Ice Cream Truck Wars: Competition Heats Up in New York
(ALBANY, N.Y.) -- The sweet and melodious sounds of an ice cream truck jingle have turned into a battle cry in the turf war between dueling ice cream truck companies. The gloves are off between rival upstate New York ice cream trucks after police charged two operators of Sno Kone Joe with harassment and stalking.
Sno Kone Joe owner Joshua Malatino, 34, and girlfriend Amanda Scott, 21, were arrested Tuesday in Gloversville, N.Y., for allegedly stalking and harassing their out-of-town competitor, Phillip Hollister, who operates a Mr. Ding-A-Ling truck.

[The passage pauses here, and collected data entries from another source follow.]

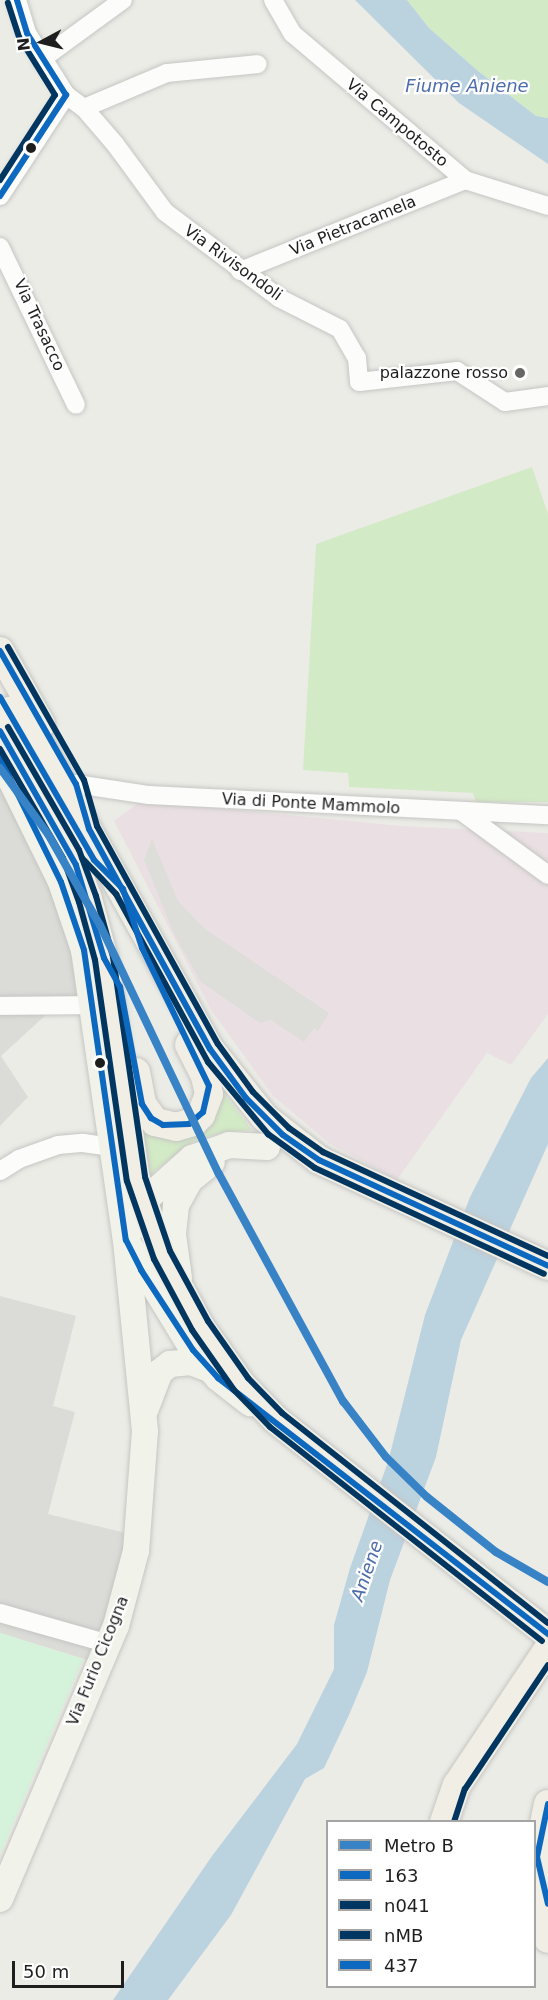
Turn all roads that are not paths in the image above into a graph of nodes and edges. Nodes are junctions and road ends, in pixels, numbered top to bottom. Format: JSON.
{"nodes":[{"id":1,"x":17,"y":0,"type":"edge"},
{"id":2,"x":123,"y":0,"type":"edge"},
{"id":3,"x":273,"y":0,"type":"edge"},
{"id":4,"x":42,"y":59,"type":"junction"},
{"id":5,"x":258,"y":64,"type":"dead end"},
{"id":6,"x":66,"y":95,"type":"junction"},
{"id":7,"x":84,"y":108,"type":"junction"},
{"id":8,"x":465,"y":180,"type":"junction"},
{"id":9,"x":2,"y":188,"type":"edge"},
{"id":10,"x":548,"y":206,"type":"edge"},
{"id":11,"x":0,"y":247,"type":"edge"},
{"id":12,"x":240,"y":271,"type":"junction"},
{"id":13,"x":548,"y":396,"type":"edge"},
{"id":14,"x":76,"y":405,"type":"dead end"},
{"id":15,"x":0,"y":651,"type":"edge"},
{"id":16,"x":0,"y":713,"type":"edge"},
{"id":17,"x":0,"y":731,"type":"edge"},
{"id":18,"x":0,"y":758,"type":"edge"},
{"id":19,"x":75,"y":784,"type":"junction"},
{"id":20,"x":461,"y":811,"type":"junction"},
{"id":21,"x":548,"y":815,"type":"edge"},
{"id":22,"x":89,"y":829,"type":"junction"},
{"id":23,"x":548,"y":875,"type":"edge"},
{"id":24,"x":123,"y":889,"type":"junction"},
{"id":25,"x":104,"y":958,"type":"junction"},
{"id":26,"x":94,"y":1005,"type":"junction"},
{"id":27,"x":0,"y":1006,"type":"edge"},
{"id":28,"x":112,"y":1147,"type":"junction"},
{"id":29,"x":267,"y":1148,"type":"junction"},
{"id":30,"x":319,"y":1160,"type":"junction"},
{"id":31,"x":0,"y":1171,"type":"edge"},
{"id":32,"x":143,"y":1202,"type":"junction"},
{"id":33,"x":126,"y":1240,"type":"junction"},
{"id":34,"x":545,"y":1265,"type":"edge"},
{"id":35,"x":183,"y":1296,"type":"junction"},
{"id":36,"x":209,"y":1369,"type":"junction"},
{"id":37,"x":144,"y":1411,"type":"junction"},
{"id":38,"x":265,"y":1411,"type":"junction"},
{"id":39,"x":0,"y":1613,"type":"edge"},
{"id":40,"x":548,"y":1634,"type":"edge"},
{"id":41,"x":109,"y":1644,"type":"junction"},
{"id":42,"x":548,"y":1649,"type":"edge"},
{"id":43,"x":548,"y":1788,"type":"edge"},
{"id":44,"x":548,"y":1804,"type":"edge"},
{"id":45,"x":444,"y":1820,"type":"edge"},
{"id":46,"x":525,"y":1820,"type":"edge"},
{"id":47,"x":0,"y":1899,"type":"edge"},
{"id":48,"x":548,"y":1904,"type":"edge"},
{"id":49,"x":536,"y":1922,"type":"edge"},
{"id":50,"x":548,"y":1939,"type":"edge"}],
"edges":[{"from":1,"to":4,"type":"street","name":"Via Rivisondoli"},
{"from":2,"to":4,"type":"street"},
{"from":3,"to":8,"type":"street","name":"Via Campotosto"},
{"from":4,"to":6,"type":"street","name":"Via Rivisondoli"},
{"from":5,"to":7,"type":"street"},
{"from":6,"to":7,"type":"street","name":"Via Rivisondoli"},
{"from":6,"to":9,"type":"street"},
{"from":7,"to":12,"type":"street","name":"Via Rivisondoli"},
{"from":8,"to":10,"type":"street","name":"Via Campotosto"},
{"from":8,"to":12,"type":"street","name":"Via Pietracamela"},
{"from":11,"to":14,"type":"street","name":"Via Trasacco"},
{"from":12,"to":13,"type":"street","name":"Via Rivisondoli"},
{"from":15,"to":19,"type":"main road"},
{"from":16,"to":22,"type":"main road"},
{"from":17,"to":25,"type":"main road"},
{"from":18,"to":26,"type":"street","name":"Via Furio Cicogna"},
{"from":19,"to":20,"type":"street","name":"Via di Ponte Mammolo"},
{"from":19,"to":22,"type":"main road"},
{"from":20,"to":21,"type":"street","name":"Via di Ponte Mammolo"},
{"from":20,"to":23,"type":"street"},
{"from":22,"to":24,"type":"main road"},
{"from":24,"to":25,"type":"main road"},
{"from":24,"to":30,"type":"main road"},
{"from":25,"to":32,"type":"main road"},
{"from":26,"to":27,"type":"street"},
{"from":26,"to":28,"type":"street","name":"Via Furio Cicogna"},
{"from":28,"to":31,"type":"street"},
{"from":28,"to":33,"type":"street","name":"Via Furio Cicogna"},
{"from":29,"to":30,"type":"street"},
{"from":29,"to":32,"type":"street"},
{"from":29,"to":35,"type":"street"},
{"from":30,"to":34,"type":"main road"},
{"from":32,"to":33,"type":"street"},
{"from":32,"to":35,"type":"main road"},
{"from":33,"to":36,"type":"street"},
{"from":33,"to":37,"type":"street","name":"Via Furio Cicogna"},
{"from":35,"to":38,"type":"main road"},
{"from":36,"to":37,"type":"street","name":"Via Furio Cicogna"},
{"from":36,"to":38,"type":"street"},
{"from":37,"to":41,"type":"street","name":"Via Furio Cicogna"},
{"from":38,"to":40,"type":"main road"},
{"from":39,"to":41,"type":"street"},
{"from":41,"to":47,"type":"street","name":"Via Furio Cicogna"},
{"from":42,"to":45,"type":"main road"},
{"from":43,"to":46,"type":"main road"},
{"from":44,"to":48,"type":"main road"},
{"from":49,"to":50,"type":"main road"}]}
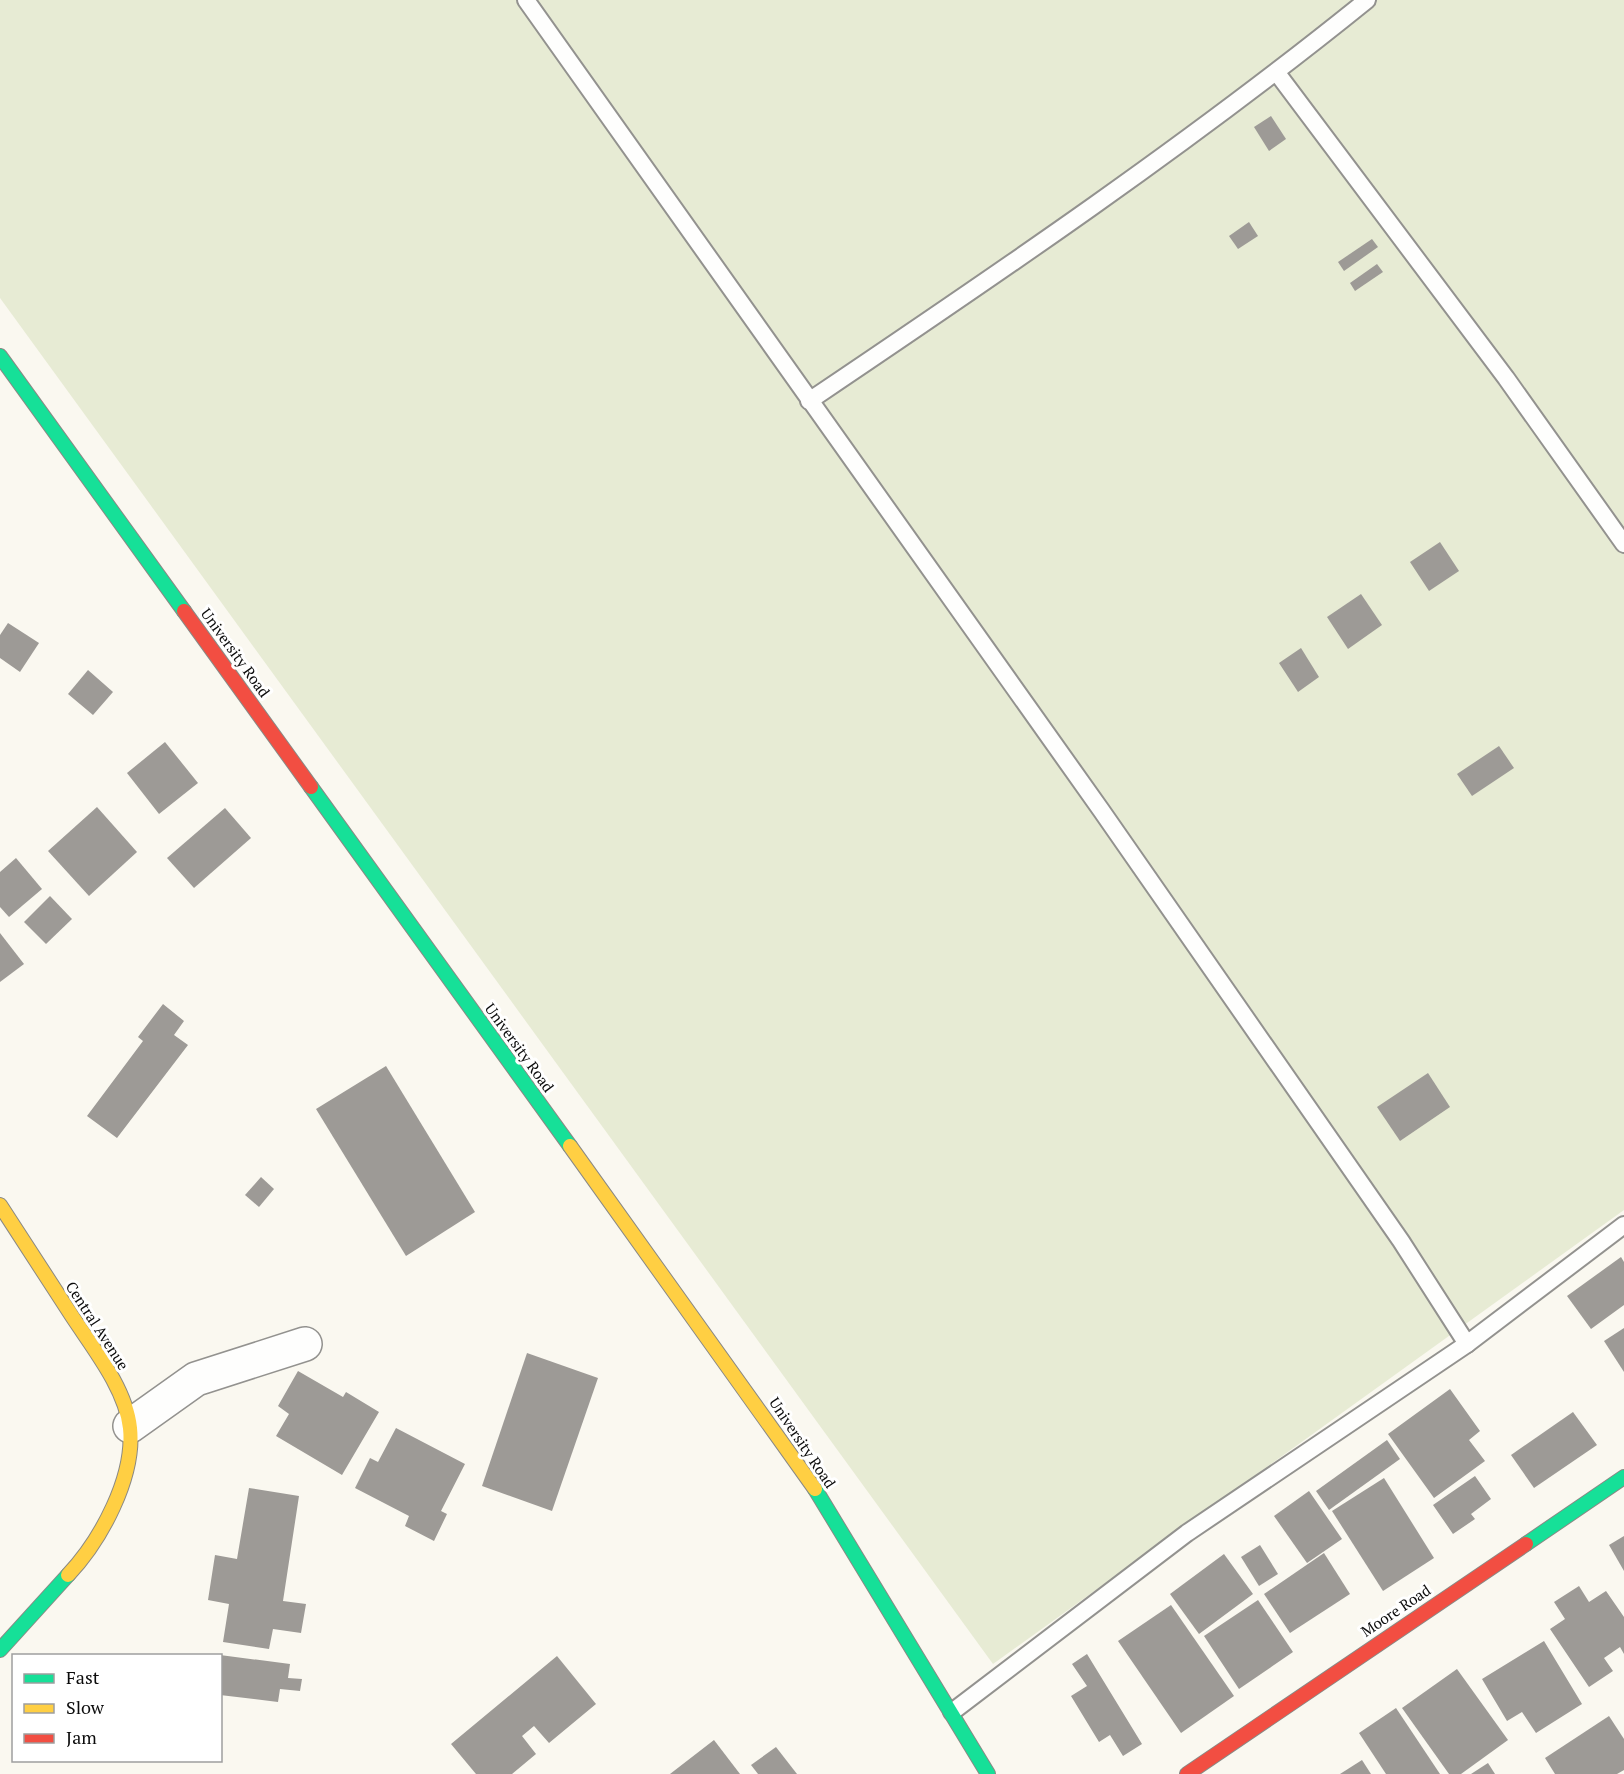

The chilly relationship began last month when Malatino allegedly taunted and threatened his rival, saying, “You don’t have a chance. This is my town,” police told local media outlets.
Police said Malatino also called the suburban Albany headquarters of Mr. Ding-A-Ling and said, “I own this town.”
Hollister, according to police, said that Malatino and Scott followed Hollister’s truck while blasting their ice cream jingle at a high volume. At one point, Hollister says, one of the Sno Kone Joe operators yelled “free ice cream” in an attempt to pry away his customers, police said.
“He [Malatino] had two vehicles. Two ice cream trucks and they were both engaged in that course of conduct,” Gloversville Police Capt. John Sira said.
Sira said Malatino’s alleged bullying attempts were spotted by police when two Sno Kone Joe trucks were following a Mr. Ding-A-Ling truck through the streets of Gloversville, a small city about 35 miles northwest of Albany.
“One of our officers actually witnessed one of the ice cream trucks following the other ice cream truck,” he said.
Malatino and Scott were charged Tuesday with second-degree harassment, a violation, and fourth-degree stalking, a misdemeanor. It’s unclear whether they have entered a plea.
ABC News reached out to Malatino’s attorney and he had no comment. Scott did not respond to a request for comment. If convicted, the couple could face three months in jail.
Police say this isn’t the first time Malatino tried to freeze out his competition.
“We have addressed issues similar to this with Mr. Malatino and his legal counsel, cautioning him against this type of behavior in the past,” Capt. Sira said.